» Task goal: Check each line of the entries below for the word "meet" and state only how many lines have it.

#### Data listing

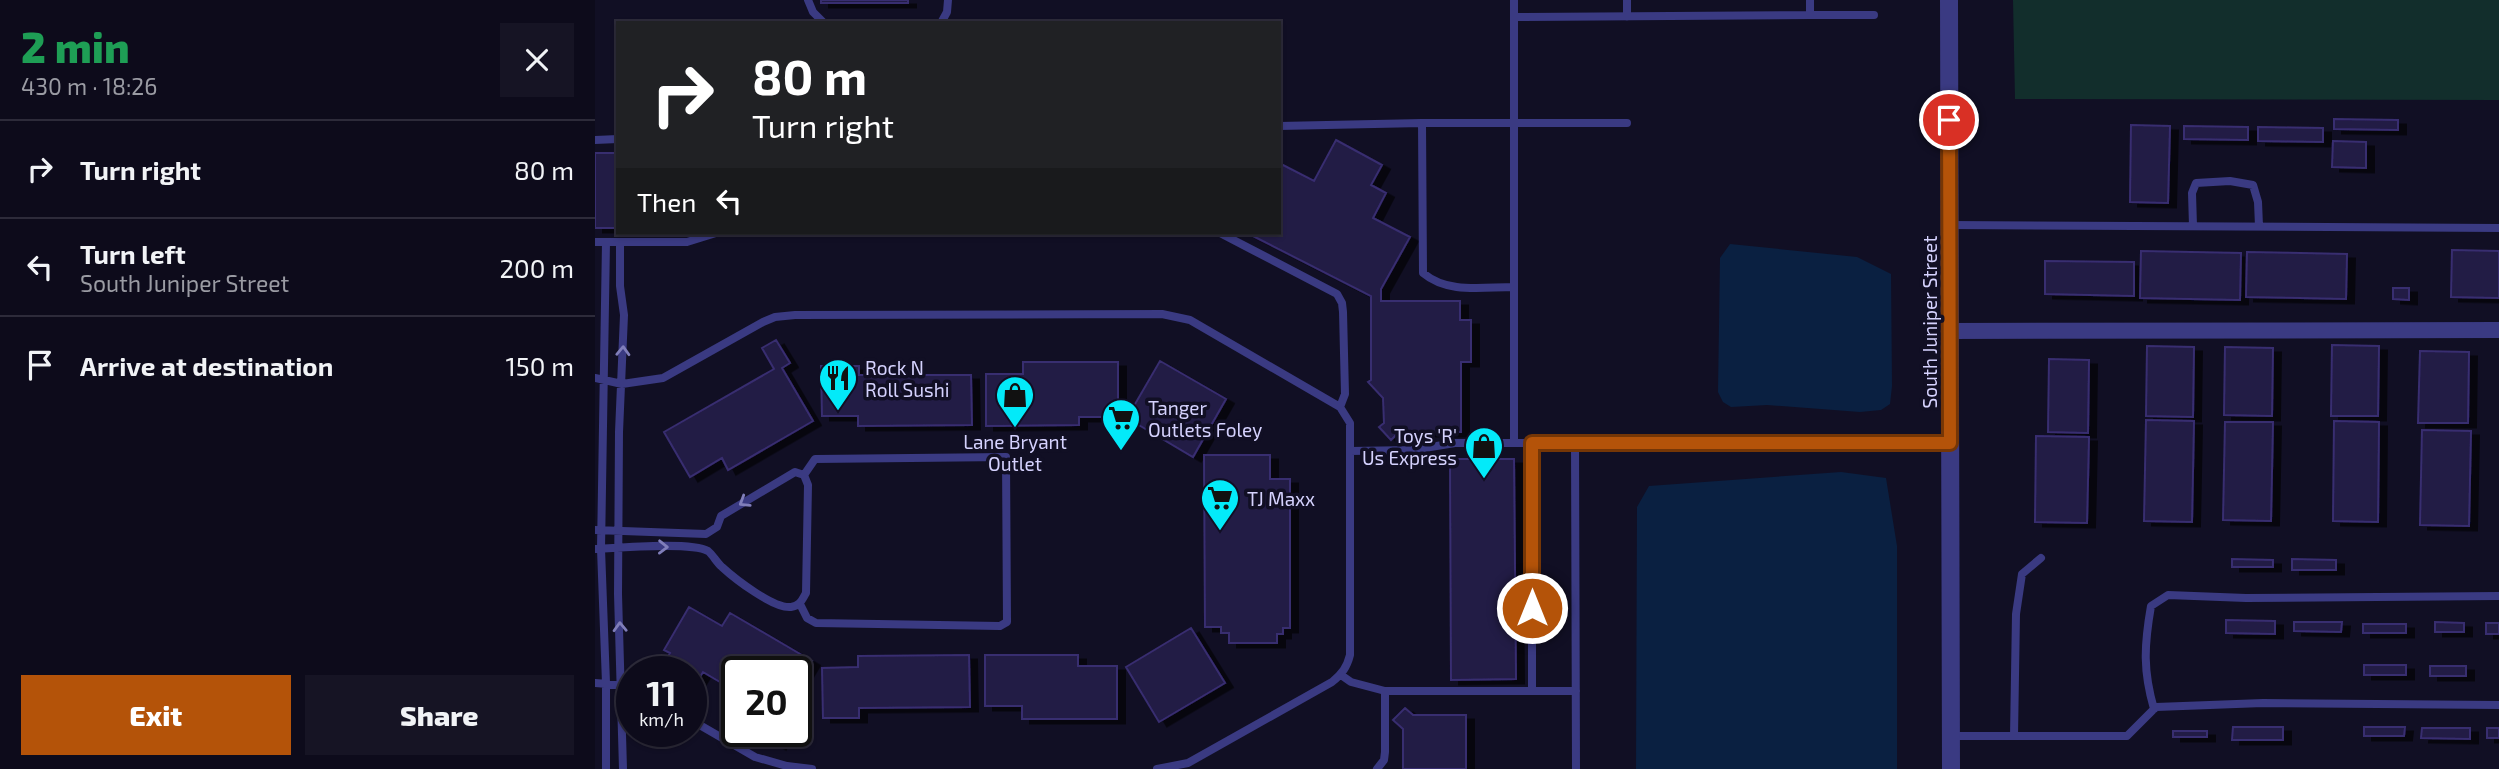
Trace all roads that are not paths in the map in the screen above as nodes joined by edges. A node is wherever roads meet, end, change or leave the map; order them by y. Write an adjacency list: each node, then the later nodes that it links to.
1 (808, 0): 11 (lane)
2 (948, 0): 12 (lane)
3 (1514, 0): 9 (lane)
4 (1627, 0): 10 (lane)
5 (1810, 0): 7 (lane)
6 (1949, 0): 19 (street, South Juniper Street)
7 (1810, 15): 8 (lane); 10 (lane)
8 (1874, 15)
9 (1514, 17): 10 (lane); 13 (lane)
10 (1627, 17)
11 (822, 21)
12 (942, 21)
13 (1514, 122): 14 (lane); 15 (lane); 28 (lane)
14 (1422, 124): 16 (lane); 28 (lane)
15 (1627, 124)
16 (1281, 126)
17 (616, 139): 18 (lane)
18 (595, 140)
19 (1949, 225): 20 (lane); 30 (street, South Juniper Street)
20 (2193, 226): 21 (lane); 21 (lane)
21 (2259, 226): 22 (lane)
22 (2499, 228)
23 (710, 235): 27 (lane)
24 (1224, 235): 34 (lane)
25 (595, 242): 26 (lane)
26 (606, 242): 27 (lane); 32 (lane)
27 (620, 243): 33 (lane, one-way to 27)
28 (1514, 288): 35 (lane)
29 (2499, 330): 30 (street)
30 (1950, 331): 38 (street, South Juniper Street)
31 (595, 378): 32 (lane)
32 (605, 379): 33 (lane); 41 (lane)
33 (622, 384): 34 (lane); 42 (lane)
34 (1340, 407): 39 (lane)
35 (1514, 442): 36 (lane); 39 (lane)
36 (1532, 443): 37 (lane); 54 (lane)
37 (1575, 443): 38 (lane); 55 (lane)
38 (1950, 443): 59 (street, South Juniper Street)
39 (1350, 452): 49 (lane)
40 (804, 475): 42 (lane, one-way to 42); 47 (lane); 47 (lane)
41 (598, 530): 42 (lane); 44 (lane)
42 (620, 530): 43 (lane)
43 (618, 547): 44 (lane); 47 (lane, one-way to 47); 48 (lane, one-way to 43)
44 (598, 549): 51 (lane)
45 (2041, 558): 60 (lane)
46 (2499, 596): 57 (lane)
47 (800, 604)
48 (621, 656)
49 (1341, 675): 53 (lane); 65 (lane)
50 (595, 683): 51 (lane)
51 (606, 683): 52 (lane); 62 (lane)
52 (616, 684)
53 (1385, 691): 54 (lane); 66 (lane)
54 (1532, 691): 55 (lane)
55 (1576, 691): 67 (lane)
56 (2499, 705): 57 (lane)
57 (2154, 709): 60 (lane)
58 (707, 729): 64 (lane)
59 (1951, 736): 60 (lane); 68 (street, South Juniper Street)
60 (2014, 736)
61 (621, 747): 63 (lane)
62 (606, 769)
63 (623, 769)
64 (813, 769)
65 (1157, 769)
66 (1377, 769)
67 (1576, 769)
68 (1951, 769)

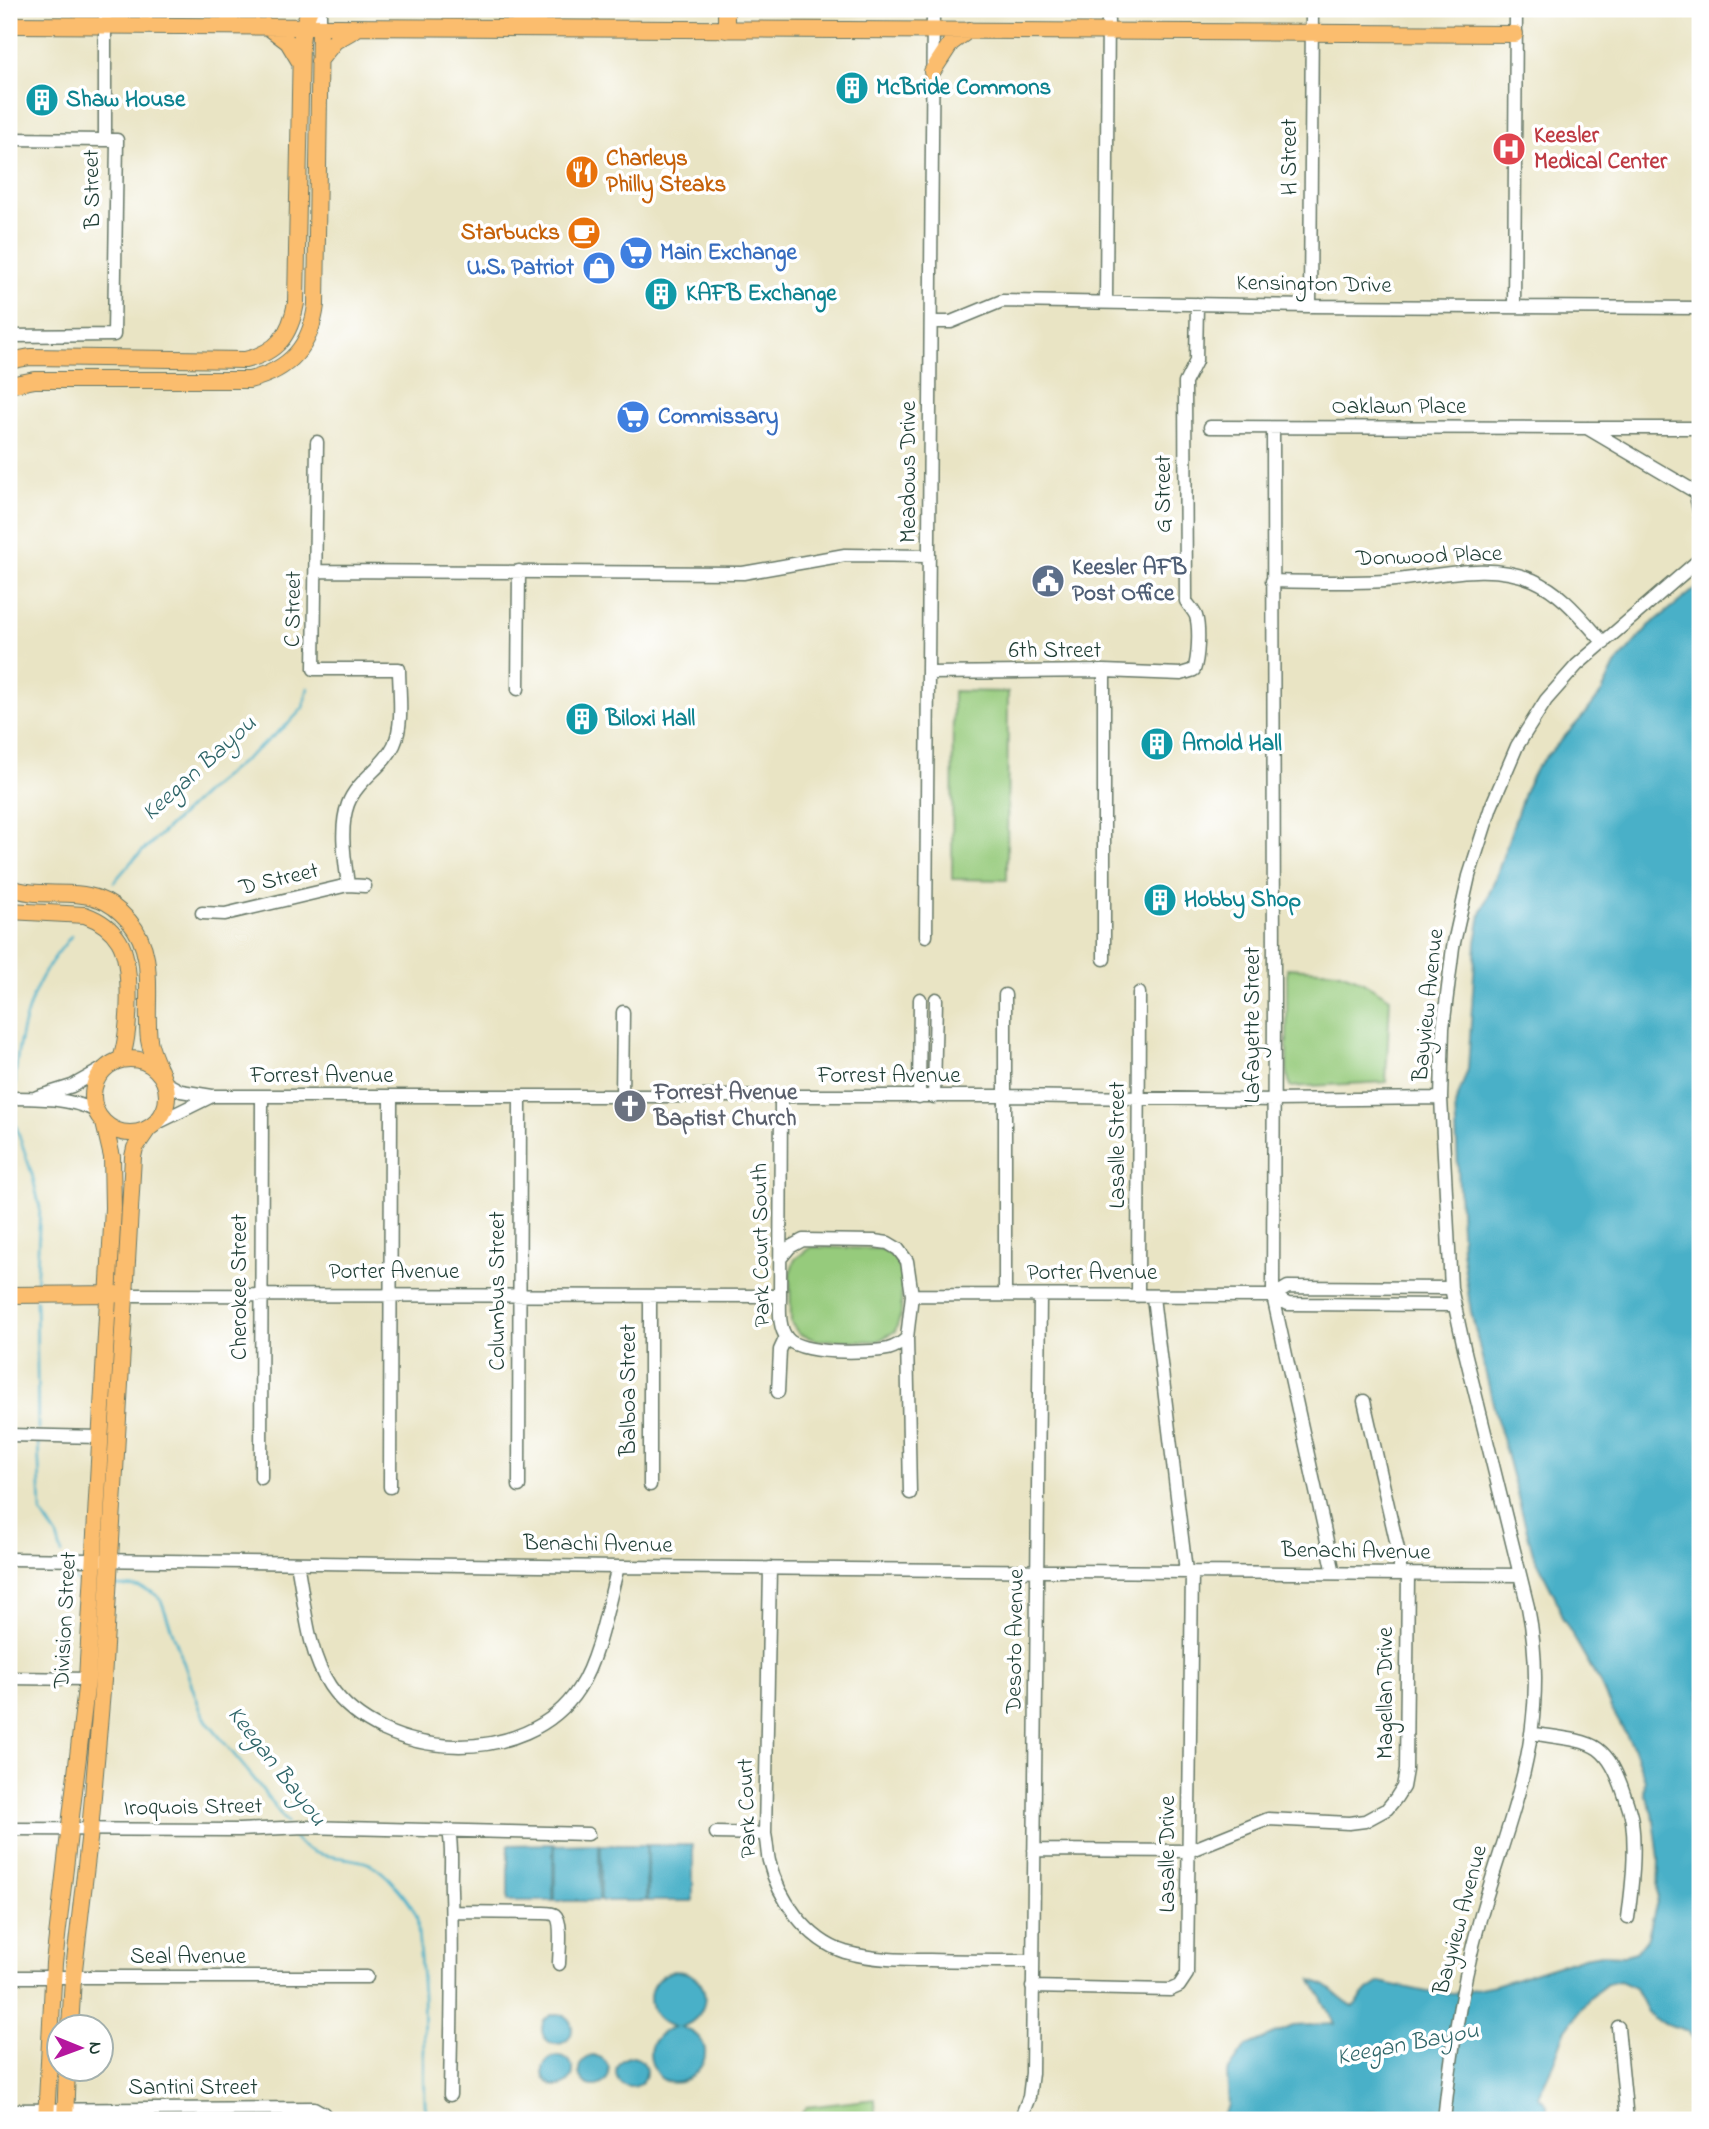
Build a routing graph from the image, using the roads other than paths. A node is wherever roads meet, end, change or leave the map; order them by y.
1 (106, 9) edge
2 (310, 9) edge
3 (320, 9) edge
4 (524, 9) edge
5 (726, 9) edge
6 (933, 9) edge
7 (1108, 9) edge
8 (1312, 9) edge
9 (1516, 9) edge
10 (9, 26) edge
11 (105, 26) junction
12 (266, 26) junction
13 (303, 27) junction
14 (320, 27) junction
15 (362, 27) junction
16 (523, 28) junction
17 (933, 29) junction
18 (726, 30) junction
19 (968, 30) junction
20 (1108, 31) junction
21 (1312, 33) junction
22 (1515, 34) junction
23 (319, 61) junction
24 (300, 62) junction
25 (932, 72) junction
26 (9, 139) edge
27 (105, 140) junction
28 (1106, 302) junction
29 (1197, 304) junction
30 (1310, 306) junction
31 (1514, 307) junction
32 (1700, 308) edge
33 (931, 322) junction
34 (9, 336) edge
35 (9, 361) edge
36 (9, 385) edge
37 (1210, 427) dead end
38 (1273, 428) junction
39 (1587, 428) junction
40 (1700, 428) edge
41 (317, 442) dead end
42 (1700, 491) edge
43 (1700, 516) edge
44 (929, 556) junction
45 (1700, 559) edge
46 (316, 571) junction
47 (519, 571) junction
48 (1272, 581) junction
49 (1604, 643) junction
50 (1104, 671) junction
51 (929, 673) junction
52 (1181, 674) joint
53 (518, 689) dead end
54 (348, 886) junction
55 (365, 886) dead end
56 (9, 887) edge
57 (9, 911) edge
58 (202, 913) dead end
59 (926, 936) dead end
60 (1104, 959) dead end
61 (1139, 993) dead end
62 (1005, 995) dead end
63 (919, 999) dead end
64 (936, 999) dead end
65 (623, 1012) dead end
66 (121, 1059) junction
67 (104, 1068) junction
68 (164, 1079) junction
69 (212, 1096) junction
70 (520, 1096) junction
71 (1005, 1096) junction
72 (262, 1097) junction
73 (391, 1097) junction
74 (622, 1097) junction
75 (781, 1097) junction
76 (919, 1097) junction
77 (934, 1097) junction
78 (22, 1098) edge
79 (1441, 1098) junction
80 (1140, 1099) junction
81 (1274, 1100) junction
82 (100, 1117) junction
83 (152, 1126) junction
84 (780, 1259) junction
85 (1451, 1288) junction
86 (116, 1294) junction
87 (261, 1294) junction
88 (9, 1295) edge
89 (390, 1295) junction
90 (519, 1295) junction
91 (912, 1295) junction
92 (1005, 1295) junction
93 (650, 1296) junction
94 (780, 1296) junction
95 (1040, 1296) junction
96 (1138, 1296) junction
97 (1273, 1296) junction
98 (1153, 1297) junction
99 (1454, 1305) junction
100 (786, 1337) junction
101 (907, 1338) junction
102 (778, 1392) dead end
103 (1364, 1401) dead end
104 (9, 1435) edge
105 (99, 1437) junction
106 (261, 1478) dead end
107 (650, 1485) dead end
108 (519, 1486) dead end
109 (390, 1487) dead end
110 (910, 1493) dead end
111 (9, 1559) edge
112 (84, 1559) junction
113 (110, 1559) junction
114 (297, 1563) junction
115 (618, 1567) junction
116 (770, 1568) junction
117 (1038, 1570) junction
118 (1189, 1571) junction
119 (1334, 1573) junction
120 (1404, 1574) junction
121 (1520, 1575) junction
122 (9, 1678) edge
123 (87, 1679) junction
124 (1531, 1733) junction
125 (9, 1829) edge
126 (69, 1830) junction
127 (90, 1831) junction
128 (449, 1831) junction
129 (716, 1833) dead end
130 (588, 1834) dead end
131 (765, 1834) junction
132 (1034, 1850) junction
133 (1189, 1851) junction
134 (452, 1912) junction
135 (1628, 1918) dead end
136 (1032, 1961) junction
137 (559, 1964) dead end
138 (9, 1977) edge
139 (367, 1977) dead end
140 (53, 1978) junction
141 (73, 1978) junction
142 (1032, 1987) junction
143 (71, 2014) edge
144 (1618, 2027) dead end
145 (66, 2084) edge
146 (450, 2095) dead end
147 (9, 2110) edge
148 (46, 2115) edge
149 (65, 2115) edge
150 (295, 2115) edge
151 (329, 2120) edge
152 (1020, 2120) edge
153 (1444, 2120) edge
154 (1627, 2120) edge

1 - 11 street, B Street
2 - 13 main road
3 - 14 street
4 - 16 street
5 - 18 main road
6 - 17 street, Meadows Drive
7 - 20 street
8 - 21 street, H Street
9 - 22 street
10 - 11 main road
11 - 12 main road
11 - 27 street, B Street
12 - 13 main road
12 - 24 main road
13 - 14 main road
13 - 24 main road
14 - 15 main road
14 - 23 main road
15 - 16 main road
15 - 23 main road
16 - 18 main road
17 - 18 main road
17 - 19 main road
17 - 25 street, Meadows Drive
19 - 20 main road
19 - 25 main road
20 - 21 main road
20 - 28 street
21 - 22 main road
21 - 30 street, H Street
22 - 31 street
23 - 36 main road
24 - 35 main road
25 - 33 street, Meadows Drive
26 - 27 street
27 - 34 street, B Street
28 - 29 street, Kensington Drive
28 - 33 street, Kensington Drive
29 - 30 street, Kensington Drive
29 - 52 street, G Street
30 - 31 street, Kensington Drive
31 - 32 street, Kensington Drive
33 - 44 street, Meadows Drive
37 - 38 street, Oaklawn Place
38 - 39 street, Oaklawn Place
38 - 48 street, Lafayette Street
39 - 40 street, Oaklawn Place
39 - 42 street
41 - 46 street, C Street
42 - 43 street
44 - 47 street
44 - 51 street, Meadows Drive
45 - 49 street, Bayview Avenue
46 - 47 street
46 - 54 street, C Street
47 - 53 street
48 - 49 street, Donwood Place
48 - 81 street, Lafayette Street
49 - 79 street, Bayview Avenue
50 - 51 street, 6th Street
50 - 52 street, 6th Street
50 - 60 street
51 - 59 street, Meadows Drive
54 - 55 street, D Street
54 - 58 street, D Street
56 - 68 main road
57 - 66 main road
61 - 80 street, Lasalle Street
62 - 71 street
63 - 76 street
64 - 77 street
65 - 74 street
66 - 67 main road
66 - 68 main road
67 - 78 street
67 - 82 main road
68 - 69 street, Forrest Avenue
68 - 83 main road
69 - 72 street, Forrest Avenue
69 - 83 street, Forrest Avenue
70 - 73 street, Forrest Avenue
70 - 74 street, Forrest Avenue
70 - 90 street, Columbus Street
71 - 77 street, Forrest Avenue
71 - 80 street, Forrest Avenue
71 - 92 street
72 - 73 street, Forrest Avenue
72 - 87 street, Cherokee Street
73 - 89 street
74 - 75 street, Forrest Avenue
75 - 76 street, Forrest Avenue
75 - 84 street, Park Court South
76 - 77 street, Forrest Avenue
78 - 82 street
79 - 81 street, Forrest Avenue
79 - 85 street, Bayview Avenue
80 - 81 street, Forrest Avenue
80 - 96 street, Lasalle Street
81 - 97 street, Lafayette Street
82 - 83 main road
82 - 86 main road, Division Street
83 - 86 main road, Division Street
84 - 91 street
84 - 94 street, Park Court South
85 - 97 street, Porter Avenue
85 - 99 street, Bayview Avenue
86 - 87 street, Porter Avenue
86 - 88 main road, Porter Avenue
86 - 105 main road, Division Street
86 - 113 main road, Division Street
87 - 89 street, Porter Avenue
87 - 106 street, Cherokee Street
89 - 90 street, Porter Avenue
89 - 109 street
90 - 93 street, Porter Avenue
90 - 108 street, Columbus Street
91 - 92 street, Porter Avenue
91 - 101 street
92 - 95 street, Porter Avenue
93 - 94 street, Porter Avenue
93 - 107 street, Balboa Street
94 - 100 street, Park Court South
95 - 96 street, Porter Avenue
95 - 117 street, Desoto Avenue
96 - 98 street, Porter Avenue
97 - 98 street, Porter Avenue
97 - 99 street, Porter Avenue
97 - 119 street, Lafayette Street
98 - 118 street
99 - 121 street, Bayview Avenue
100 - 101 street
100 - 102 street, Park Court South
101 - 110 street
103 - 120 street, Magellan Drive
104 - 105 street
105 - 112 main road, Division Street
111 - 112 street, Benachi Avenue
112 - 113 street, Benachi Avenue
112 - 123 main road, Division Street
113 - 114 street, Benachi Avenue
113 - 127 main road, Division Street
114 - 115 street, Benachi Avenue
114 - 115 street
115 - 116 street, Benachi Avenue
116 - 117 street, Benachi Avenue
116 - 131 street, Park Court
117 - 118 street, Benachi Avenue
117 - 132 street, Desoto Avenue
118 - 119 street, Benachi Avenue
118 - 133 street, Lasalle Drive
119 - 120 street, Benachi Avenue
120 - 121 street, Benachi Avenue
120 - 133 street, Magellan Drive
121 - 124 street, Bayview Avenue
122 - 123 street
123 - 126 main road, Division Street
124 - 135 street
124 - 153 street, Bayview Avenue
125 - 126 street, Iroquois Street
126 - 127 street, Iroquois Street
126 - 140 main road, Division Street
127 - 128 street, Iroquois Street
127 - 141 main road, Division Street
128 - 130 street, Iroquois Street
128 - 134 street
129 - 131 street
131 - 136 street, Park Court
132 - 133 street
132 - 136 street, Desoto Avenue
133 - 142 street, Lasalle Drive
134 - 137 street
134 - 146 street
136 - 142 street, Desoto Avenue
138 - 140 street, Seal Avenue
139 - 141 street, Seal Avenue
140 - 141 street, Seal Avenue
140 - 148 main road, Division Street
141 - 143 main road, Division Street
142 - 152 street, Desoto Avenue
144 - 154 street
145 - 149 main road
147 - 148 street, Santini Street
148 - 149 street, Santini Street
149 - 150 street, Santini Street
150 - 151 street, Santini Street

########

» Result: 2